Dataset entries

§

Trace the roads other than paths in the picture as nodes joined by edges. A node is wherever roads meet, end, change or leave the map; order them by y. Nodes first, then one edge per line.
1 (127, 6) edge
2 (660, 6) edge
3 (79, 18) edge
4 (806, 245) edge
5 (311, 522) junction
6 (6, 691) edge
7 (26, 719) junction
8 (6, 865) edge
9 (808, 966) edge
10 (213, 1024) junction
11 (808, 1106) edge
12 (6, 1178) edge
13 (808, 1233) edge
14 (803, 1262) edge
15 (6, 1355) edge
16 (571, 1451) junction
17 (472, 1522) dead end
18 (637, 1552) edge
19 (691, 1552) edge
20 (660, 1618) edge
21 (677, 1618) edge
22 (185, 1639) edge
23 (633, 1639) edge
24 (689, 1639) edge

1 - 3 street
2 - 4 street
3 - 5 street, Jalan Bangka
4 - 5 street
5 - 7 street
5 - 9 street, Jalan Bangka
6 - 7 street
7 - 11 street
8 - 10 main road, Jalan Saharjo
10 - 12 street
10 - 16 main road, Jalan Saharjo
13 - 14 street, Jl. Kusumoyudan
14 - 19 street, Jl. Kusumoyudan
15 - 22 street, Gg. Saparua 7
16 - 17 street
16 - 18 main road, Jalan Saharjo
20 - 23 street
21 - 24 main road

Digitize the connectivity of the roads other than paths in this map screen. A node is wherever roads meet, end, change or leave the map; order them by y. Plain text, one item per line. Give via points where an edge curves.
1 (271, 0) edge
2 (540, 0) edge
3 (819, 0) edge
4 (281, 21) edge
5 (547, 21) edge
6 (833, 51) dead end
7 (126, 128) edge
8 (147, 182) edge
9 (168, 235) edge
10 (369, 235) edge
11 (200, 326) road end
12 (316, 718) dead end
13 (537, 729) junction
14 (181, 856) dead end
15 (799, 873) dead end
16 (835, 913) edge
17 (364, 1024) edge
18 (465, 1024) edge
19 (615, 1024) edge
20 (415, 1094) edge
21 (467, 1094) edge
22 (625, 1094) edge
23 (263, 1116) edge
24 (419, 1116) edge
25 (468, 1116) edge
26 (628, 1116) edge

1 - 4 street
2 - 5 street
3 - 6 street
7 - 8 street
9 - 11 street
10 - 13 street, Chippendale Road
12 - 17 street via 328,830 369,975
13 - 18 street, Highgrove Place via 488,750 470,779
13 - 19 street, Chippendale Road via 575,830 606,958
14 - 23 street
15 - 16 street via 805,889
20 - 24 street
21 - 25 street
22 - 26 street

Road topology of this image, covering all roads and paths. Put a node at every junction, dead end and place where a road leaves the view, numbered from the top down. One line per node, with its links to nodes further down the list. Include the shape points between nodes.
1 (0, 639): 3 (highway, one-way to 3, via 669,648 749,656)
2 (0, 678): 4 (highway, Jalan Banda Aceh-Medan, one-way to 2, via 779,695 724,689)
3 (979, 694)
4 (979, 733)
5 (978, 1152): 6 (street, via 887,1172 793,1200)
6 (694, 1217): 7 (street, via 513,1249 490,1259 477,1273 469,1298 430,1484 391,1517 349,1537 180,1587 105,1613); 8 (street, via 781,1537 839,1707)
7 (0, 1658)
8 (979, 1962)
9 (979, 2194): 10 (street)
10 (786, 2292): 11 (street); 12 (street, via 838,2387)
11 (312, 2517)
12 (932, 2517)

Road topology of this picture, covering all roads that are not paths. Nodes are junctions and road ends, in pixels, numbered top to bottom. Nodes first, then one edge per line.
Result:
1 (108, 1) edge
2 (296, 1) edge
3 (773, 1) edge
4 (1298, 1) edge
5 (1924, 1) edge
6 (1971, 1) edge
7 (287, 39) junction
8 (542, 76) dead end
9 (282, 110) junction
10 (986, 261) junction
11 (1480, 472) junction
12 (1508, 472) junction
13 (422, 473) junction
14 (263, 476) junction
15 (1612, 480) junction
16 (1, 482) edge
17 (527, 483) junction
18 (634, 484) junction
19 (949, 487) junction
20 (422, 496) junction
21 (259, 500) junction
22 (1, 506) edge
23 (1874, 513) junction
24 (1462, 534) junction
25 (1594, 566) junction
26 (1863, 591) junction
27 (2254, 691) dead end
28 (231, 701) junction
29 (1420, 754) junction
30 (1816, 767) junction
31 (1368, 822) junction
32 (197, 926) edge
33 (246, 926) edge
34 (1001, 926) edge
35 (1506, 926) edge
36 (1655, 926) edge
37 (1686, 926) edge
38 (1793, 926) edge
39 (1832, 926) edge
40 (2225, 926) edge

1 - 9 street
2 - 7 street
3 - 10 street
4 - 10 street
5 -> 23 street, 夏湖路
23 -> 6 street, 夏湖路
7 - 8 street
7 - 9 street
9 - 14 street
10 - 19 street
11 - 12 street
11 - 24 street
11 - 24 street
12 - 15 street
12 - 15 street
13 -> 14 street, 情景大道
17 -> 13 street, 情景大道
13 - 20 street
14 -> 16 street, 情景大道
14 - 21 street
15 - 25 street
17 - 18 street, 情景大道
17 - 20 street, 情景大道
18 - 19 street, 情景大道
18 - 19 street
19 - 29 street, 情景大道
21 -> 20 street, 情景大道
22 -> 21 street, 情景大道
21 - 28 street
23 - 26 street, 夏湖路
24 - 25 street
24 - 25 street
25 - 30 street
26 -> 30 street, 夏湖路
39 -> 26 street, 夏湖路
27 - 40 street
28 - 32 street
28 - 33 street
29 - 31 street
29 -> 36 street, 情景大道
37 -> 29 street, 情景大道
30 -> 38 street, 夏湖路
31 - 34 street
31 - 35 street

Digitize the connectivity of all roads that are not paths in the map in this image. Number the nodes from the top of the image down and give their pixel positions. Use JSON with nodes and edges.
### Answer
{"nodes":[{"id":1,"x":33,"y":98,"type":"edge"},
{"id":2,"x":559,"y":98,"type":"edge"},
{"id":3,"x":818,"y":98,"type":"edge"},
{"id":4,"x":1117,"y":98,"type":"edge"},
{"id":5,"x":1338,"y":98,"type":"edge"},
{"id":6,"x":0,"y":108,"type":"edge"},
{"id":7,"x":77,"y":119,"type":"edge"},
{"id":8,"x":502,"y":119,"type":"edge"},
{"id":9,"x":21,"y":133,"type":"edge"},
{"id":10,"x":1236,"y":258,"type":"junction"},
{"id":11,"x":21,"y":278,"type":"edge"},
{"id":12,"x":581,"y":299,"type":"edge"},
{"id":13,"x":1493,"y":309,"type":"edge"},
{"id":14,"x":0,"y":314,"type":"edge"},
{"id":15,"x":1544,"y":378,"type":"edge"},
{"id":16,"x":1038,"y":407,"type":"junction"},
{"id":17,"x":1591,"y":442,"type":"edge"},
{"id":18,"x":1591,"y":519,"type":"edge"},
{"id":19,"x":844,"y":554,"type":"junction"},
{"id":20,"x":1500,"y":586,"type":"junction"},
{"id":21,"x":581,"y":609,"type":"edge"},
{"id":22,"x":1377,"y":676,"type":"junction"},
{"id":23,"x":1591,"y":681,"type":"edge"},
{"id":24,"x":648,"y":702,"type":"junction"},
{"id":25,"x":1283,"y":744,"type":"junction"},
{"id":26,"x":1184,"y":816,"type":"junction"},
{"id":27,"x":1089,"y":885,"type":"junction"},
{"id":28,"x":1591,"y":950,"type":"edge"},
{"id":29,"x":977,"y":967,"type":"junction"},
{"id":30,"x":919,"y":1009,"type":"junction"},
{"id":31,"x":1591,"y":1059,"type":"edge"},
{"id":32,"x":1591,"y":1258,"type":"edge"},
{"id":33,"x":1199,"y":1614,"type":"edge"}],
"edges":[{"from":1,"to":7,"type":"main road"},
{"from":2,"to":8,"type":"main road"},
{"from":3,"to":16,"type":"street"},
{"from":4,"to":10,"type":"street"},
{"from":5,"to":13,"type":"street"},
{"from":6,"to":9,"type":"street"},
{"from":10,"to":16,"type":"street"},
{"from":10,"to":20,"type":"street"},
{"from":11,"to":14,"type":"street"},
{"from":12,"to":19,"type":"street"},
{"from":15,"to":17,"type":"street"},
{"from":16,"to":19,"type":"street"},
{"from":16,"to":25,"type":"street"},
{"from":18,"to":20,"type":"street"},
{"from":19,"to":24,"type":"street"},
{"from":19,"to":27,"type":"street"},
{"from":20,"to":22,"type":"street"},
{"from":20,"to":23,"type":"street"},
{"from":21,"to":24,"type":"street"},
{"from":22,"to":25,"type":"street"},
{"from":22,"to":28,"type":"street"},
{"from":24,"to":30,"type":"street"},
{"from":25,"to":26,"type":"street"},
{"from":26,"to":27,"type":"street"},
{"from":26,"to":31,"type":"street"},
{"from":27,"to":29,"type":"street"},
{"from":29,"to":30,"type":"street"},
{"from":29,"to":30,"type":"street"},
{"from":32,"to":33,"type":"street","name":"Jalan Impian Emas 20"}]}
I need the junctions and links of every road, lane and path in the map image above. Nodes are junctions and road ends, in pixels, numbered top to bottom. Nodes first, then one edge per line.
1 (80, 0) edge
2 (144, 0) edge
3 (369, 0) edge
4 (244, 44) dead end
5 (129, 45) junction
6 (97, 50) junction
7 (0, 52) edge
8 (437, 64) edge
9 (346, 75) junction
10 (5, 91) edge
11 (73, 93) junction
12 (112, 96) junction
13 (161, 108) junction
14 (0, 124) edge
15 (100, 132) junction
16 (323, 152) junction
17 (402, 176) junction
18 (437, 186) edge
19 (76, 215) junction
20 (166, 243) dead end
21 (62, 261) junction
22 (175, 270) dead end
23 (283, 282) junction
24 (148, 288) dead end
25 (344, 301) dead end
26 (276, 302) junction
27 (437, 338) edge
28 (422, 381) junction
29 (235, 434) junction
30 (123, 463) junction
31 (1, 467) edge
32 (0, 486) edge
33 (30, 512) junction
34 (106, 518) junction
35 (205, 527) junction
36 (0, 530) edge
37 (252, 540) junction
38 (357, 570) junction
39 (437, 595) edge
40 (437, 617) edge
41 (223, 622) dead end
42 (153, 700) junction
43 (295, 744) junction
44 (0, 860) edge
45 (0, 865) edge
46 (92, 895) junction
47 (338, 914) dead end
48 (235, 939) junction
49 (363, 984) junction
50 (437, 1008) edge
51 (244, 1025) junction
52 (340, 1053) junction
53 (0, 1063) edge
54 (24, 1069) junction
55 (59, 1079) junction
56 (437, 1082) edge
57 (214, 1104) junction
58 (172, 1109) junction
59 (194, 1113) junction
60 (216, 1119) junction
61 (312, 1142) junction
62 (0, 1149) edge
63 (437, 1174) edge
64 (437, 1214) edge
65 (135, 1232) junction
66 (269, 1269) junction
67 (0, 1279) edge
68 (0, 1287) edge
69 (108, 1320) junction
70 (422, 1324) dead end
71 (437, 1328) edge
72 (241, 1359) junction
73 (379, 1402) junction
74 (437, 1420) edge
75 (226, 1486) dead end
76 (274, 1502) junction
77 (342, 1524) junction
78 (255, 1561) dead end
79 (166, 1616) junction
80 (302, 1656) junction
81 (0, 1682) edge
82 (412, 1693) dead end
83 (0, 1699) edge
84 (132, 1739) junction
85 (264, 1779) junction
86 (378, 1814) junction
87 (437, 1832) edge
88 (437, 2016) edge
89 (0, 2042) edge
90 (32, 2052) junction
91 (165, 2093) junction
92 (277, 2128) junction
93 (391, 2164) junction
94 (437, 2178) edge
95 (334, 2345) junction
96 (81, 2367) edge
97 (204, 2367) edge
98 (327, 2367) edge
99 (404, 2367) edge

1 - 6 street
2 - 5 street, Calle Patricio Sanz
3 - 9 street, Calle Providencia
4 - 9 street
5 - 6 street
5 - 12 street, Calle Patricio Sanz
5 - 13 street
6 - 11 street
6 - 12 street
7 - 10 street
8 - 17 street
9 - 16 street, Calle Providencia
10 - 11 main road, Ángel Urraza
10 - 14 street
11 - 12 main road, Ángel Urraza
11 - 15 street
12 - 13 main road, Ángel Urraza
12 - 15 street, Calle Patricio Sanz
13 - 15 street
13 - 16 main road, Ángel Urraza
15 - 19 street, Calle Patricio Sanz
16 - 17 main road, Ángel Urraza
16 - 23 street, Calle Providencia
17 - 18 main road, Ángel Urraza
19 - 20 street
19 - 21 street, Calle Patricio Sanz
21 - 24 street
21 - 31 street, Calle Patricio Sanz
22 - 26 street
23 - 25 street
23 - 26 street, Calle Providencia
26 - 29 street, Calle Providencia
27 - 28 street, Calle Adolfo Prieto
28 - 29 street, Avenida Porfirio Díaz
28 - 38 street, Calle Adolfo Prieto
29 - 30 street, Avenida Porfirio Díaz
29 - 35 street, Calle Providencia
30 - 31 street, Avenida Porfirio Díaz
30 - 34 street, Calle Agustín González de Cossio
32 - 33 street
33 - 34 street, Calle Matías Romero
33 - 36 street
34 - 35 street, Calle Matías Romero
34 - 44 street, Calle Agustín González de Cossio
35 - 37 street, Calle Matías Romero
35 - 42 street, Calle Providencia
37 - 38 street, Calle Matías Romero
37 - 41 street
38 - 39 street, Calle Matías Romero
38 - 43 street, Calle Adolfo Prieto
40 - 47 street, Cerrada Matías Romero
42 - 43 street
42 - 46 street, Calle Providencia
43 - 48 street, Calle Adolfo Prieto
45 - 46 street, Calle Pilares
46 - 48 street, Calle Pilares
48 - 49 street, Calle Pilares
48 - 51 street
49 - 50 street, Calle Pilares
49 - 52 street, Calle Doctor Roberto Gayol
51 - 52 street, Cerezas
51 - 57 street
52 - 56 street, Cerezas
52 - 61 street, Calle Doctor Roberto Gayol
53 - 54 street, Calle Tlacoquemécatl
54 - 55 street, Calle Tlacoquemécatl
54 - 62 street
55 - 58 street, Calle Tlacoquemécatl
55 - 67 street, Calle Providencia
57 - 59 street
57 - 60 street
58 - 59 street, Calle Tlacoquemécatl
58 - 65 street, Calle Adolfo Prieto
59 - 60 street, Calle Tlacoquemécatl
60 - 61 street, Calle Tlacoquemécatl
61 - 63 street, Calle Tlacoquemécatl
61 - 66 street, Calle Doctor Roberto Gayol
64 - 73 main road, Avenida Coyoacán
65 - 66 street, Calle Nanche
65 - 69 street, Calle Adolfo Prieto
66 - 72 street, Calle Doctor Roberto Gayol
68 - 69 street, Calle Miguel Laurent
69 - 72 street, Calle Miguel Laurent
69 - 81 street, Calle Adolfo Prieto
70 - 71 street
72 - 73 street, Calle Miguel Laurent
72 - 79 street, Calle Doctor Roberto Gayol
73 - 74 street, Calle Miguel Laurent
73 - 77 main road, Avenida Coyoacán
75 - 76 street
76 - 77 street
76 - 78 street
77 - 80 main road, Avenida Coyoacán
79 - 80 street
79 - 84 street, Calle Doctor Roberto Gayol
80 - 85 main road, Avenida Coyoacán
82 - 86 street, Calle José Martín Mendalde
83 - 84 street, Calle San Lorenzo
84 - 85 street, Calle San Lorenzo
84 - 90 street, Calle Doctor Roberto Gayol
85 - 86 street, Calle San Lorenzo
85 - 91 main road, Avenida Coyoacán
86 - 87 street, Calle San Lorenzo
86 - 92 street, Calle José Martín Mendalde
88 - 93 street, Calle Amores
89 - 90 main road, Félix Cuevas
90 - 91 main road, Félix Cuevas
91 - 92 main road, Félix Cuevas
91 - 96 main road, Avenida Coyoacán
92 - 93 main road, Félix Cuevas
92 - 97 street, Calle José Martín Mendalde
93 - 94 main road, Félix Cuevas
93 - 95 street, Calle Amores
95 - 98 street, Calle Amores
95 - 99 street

§

#### Task prompt:
Given the records above, reproduce precisely and only the lines between the line holding "Road topology of this image, covering" and the line holding "Road topology of this picture, covering", inclusive.

#### Finished exercise:
Road topology of this image, covering all roads and paths. Put a node at every junction, dead end and place where a road leaves the view, numbered from the top down. One line per node, with its links to nodes further down the list. Include the shape points between nodes.
1 (0, 639): 3 (highway, one-way to 3, via 669,648 749,656)
2 (0, 678): 4 (highway, Jalan Banda Aceh-Medan, one-way to 2, via 779,695 724,689)
3 (979, 694)
4 (979, 733)
5 (978, 1152): 6 (street, via 887,1172 793,1200)
6 (694, 1217): 7 (street, via 513,1249 490,1259 477,1273 469,1298 430,1484 391,1517 349,1537 180,1587 105,1613); 8 (street, via 781,1537 839,1707)
7 (0, 1658)
8 (979, 1962)
9 (979, 2194): 10 (street)
10 (786, 2292): 11 (street); 12 (street, via 838,2387)
11 (312, 2517)
12 (932, 2517)

Road topology of this picture, covering all roads that are not paths. Nodes are junctions and road ends, in pixels, numbered top to bottom. Nodes first, then one edge per line.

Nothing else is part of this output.